### PROBLEM DESCRIPTION
Please filter the entries and return only the lines that include "text".

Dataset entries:
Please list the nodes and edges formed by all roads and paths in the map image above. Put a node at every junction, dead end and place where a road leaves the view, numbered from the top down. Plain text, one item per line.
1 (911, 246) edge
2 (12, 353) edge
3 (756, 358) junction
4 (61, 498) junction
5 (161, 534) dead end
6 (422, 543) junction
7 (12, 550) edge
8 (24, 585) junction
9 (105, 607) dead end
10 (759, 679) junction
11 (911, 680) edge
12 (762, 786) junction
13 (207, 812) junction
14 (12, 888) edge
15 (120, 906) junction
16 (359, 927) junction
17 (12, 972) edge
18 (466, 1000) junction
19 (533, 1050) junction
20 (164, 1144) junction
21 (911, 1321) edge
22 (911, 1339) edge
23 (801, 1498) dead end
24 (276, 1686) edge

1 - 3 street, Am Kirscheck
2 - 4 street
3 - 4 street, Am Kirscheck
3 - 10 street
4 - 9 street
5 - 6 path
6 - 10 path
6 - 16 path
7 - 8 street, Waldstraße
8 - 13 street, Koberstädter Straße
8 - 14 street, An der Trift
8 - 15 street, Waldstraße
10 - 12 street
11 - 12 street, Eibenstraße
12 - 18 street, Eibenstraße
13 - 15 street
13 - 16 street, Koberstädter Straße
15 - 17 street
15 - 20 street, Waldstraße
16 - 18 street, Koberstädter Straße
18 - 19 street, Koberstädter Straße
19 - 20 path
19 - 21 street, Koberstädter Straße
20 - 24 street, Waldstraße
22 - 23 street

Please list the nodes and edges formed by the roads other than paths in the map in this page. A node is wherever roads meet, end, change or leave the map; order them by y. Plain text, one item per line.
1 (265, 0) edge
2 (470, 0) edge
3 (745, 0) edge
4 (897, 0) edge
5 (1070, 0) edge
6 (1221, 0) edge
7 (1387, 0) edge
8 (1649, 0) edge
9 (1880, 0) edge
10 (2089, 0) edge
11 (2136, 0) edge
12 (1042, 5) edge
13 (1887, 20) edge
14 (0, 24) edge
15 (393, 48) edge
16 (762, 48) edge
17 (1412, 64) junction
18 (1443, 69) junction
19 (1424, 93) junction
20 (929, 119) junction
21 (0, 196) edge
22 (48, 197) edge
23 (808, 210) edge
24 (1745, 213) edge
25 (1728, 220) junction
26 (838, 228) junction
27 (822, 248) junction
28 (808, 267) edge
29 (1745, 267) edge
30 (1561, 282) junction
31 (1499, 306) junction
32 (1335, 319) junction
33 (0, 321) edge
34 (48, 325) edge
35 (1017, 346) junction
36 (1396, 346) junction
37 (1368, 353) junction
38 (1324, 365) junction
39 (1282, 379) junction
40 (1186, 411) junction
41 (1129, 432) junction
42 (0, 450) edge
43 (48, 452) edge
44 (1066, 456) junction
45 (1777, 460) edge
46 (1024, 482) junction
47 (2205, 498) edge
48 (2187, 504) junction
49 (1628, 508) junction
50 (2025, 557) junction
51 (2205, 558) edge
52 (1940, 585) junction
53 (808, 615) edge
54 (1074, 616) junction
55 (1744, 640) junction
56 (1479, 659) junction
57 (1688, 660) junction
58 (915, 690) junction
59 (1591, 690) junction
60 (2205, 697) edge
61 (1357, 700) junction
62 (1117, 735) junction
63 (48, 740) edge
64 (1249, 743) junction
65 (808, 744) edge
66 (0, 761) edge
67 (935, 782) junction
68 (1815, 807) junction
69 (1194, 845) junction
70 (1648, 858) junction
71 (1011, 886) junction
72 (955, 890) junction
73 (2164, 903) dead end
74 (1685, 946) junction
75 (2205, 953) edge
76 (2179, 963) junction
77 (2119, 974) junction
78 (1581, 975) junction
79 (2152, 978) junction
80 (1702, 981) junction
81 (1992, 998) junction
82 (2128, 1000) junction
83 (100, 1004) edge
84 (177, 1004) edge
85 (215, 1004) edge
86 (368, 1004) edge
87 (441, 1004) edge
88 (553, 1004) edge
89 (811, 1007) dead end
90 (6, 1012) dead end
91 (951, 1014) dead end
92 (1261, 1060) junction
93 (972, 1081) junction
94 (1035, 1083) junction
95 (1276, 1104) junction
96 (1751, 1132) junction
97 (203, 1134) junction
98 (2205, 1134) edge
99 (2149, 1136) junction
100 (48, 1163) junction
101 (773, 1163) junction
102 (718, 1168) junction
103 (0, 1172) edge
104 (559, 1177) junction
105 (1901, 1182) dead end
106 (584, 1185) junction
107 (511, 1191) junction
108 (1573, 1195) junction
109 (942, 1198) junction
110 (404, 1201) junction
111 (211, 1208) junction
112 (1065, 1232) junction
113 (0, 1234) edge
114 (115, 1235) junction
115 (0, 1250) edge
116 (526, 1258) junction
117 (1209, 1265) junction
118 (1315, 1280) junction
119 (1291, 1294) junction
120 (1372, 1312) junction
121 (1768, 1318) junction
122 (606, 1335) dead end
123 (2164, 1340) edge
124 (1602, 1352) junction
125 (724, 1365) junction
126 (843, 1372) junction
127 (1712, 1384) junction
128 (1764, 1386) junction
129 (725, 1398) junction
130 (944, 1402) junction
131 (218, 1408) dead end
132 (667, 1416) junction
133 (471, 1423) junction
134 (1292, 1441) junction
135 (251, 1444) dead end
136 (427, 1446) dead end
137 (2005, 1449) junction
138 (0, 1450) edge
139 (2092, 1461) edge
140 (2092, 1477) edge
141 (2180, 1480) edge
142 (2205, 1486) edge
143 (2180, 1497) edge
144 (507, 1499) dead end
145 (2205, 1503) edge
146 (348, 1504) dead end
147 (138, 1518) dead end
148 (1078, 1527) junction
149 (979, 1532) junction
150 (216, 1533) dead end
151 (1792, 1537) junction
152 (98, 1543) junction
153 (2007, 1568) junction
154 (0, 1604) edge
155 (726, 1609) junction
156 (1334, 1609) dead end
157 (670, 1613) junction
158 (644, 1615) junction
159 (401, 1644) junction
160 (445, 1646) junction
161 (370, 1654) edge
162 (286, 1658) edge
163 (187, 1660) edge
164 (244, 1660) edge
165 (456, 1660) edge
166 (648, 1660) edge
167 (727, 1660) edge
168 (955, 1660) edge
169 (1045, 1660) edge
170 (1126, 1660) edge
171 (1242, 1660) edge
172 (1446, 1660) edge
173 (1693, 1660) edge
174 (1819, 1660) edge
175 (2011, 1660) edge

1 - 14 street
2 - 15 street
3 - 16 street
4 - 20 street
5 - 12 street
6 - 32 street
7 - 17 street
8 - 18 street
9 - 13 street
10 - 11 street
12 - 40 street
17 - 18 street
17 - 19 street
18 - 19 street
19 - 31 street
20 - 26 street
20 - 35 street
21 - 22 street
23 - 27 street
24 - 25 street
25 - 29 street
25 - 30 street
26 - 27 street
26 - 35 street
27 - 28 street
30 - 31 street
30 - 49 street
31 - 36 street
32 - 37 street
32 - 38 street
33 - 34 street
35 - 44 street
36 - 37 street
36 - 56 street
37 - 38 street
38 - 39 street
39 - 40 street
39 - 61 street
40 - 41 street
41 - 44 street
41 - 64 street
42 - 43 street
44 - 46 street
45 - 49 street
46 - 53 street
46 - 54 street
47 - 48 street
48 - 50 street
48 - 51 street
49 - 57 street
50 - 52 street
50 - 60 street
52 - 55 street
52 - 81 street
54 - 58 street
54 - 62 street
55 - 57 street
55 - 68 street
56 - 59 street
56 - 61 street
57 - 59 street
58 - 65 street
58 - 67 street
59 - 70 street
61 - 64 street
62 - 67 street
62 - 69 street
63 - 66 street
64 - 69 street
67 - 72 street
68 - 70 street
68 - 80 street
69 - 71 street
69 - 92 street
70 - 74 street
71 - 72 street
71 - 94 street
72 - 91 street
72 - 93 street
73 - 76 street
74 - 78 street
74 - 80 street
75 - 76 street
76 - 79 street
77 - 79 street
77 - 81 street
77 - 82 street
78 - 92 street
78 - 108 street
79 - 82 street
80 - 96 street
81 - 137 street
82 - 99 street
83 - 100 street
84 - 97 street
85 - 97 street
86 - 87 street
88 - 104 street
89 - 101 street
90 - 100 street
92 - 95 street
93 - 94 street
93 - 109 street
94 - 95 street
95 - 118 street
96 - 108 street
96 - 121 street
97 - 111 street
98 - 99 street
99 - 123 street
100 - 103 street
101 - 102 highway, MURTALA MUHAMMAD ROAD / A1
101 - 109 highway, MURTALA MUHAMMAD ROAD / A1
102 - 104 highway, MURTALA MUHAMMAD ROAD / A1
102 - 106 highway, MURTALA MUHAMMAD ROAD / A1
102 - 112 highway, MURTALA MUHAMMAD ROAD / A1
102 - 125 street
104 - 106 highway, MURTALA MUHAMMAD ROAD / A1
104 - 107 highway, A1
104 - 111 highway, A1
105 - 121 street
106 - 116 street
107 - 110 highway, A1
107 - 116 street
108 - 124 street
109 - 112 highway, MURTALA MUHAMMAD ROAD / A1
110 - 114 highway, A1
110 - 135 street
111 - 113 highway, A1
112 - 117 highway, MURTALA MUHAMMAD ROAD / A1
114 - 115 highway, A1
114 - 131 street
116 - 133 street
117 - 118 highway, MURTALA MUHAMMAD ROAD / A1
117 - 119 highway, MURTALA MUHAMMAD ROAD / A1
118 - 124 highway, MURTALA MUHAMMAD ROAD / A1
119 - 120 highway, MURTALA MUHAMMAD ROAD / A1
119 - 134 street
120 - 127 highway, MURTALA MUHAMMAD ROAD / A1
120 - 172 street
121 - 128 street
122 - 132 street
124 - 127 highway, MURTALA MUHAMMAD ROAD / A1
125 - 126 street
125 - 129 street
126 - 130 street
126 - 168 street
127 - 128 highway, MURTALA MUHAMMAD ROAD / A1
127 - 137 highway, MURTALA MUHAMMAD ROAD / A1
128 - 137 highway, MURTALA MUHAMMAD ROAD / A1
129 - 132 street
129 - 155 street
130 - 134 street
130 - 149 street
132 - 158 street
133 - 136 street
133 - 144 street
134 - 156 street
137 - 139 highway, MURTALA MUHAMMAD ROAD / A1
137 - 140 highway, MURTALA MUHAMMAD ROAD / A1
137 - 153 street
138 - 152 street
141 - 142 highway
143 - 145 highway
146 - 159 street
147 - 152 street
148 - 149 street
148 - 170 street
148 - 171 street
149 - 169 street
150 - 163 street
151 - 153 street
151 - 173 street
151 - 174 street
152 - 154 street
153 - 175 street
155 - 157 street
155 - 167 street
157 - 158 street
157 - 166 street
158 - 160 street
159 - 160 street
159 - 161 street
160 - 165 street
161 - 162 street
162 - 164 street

### YOUR RESPONSE
Please list the nodes and edges formed by all roads and paths in the map image above. Put a node at every junction, dead end and place where a road leaves the view, numbered from the top down. Plain text, one item per line.
Please list the nodes and edges formed by the roads other than paths in the map in this page. A node is wherever roads meet, end, change or leave the map; order them by y. Plain text, one item per line.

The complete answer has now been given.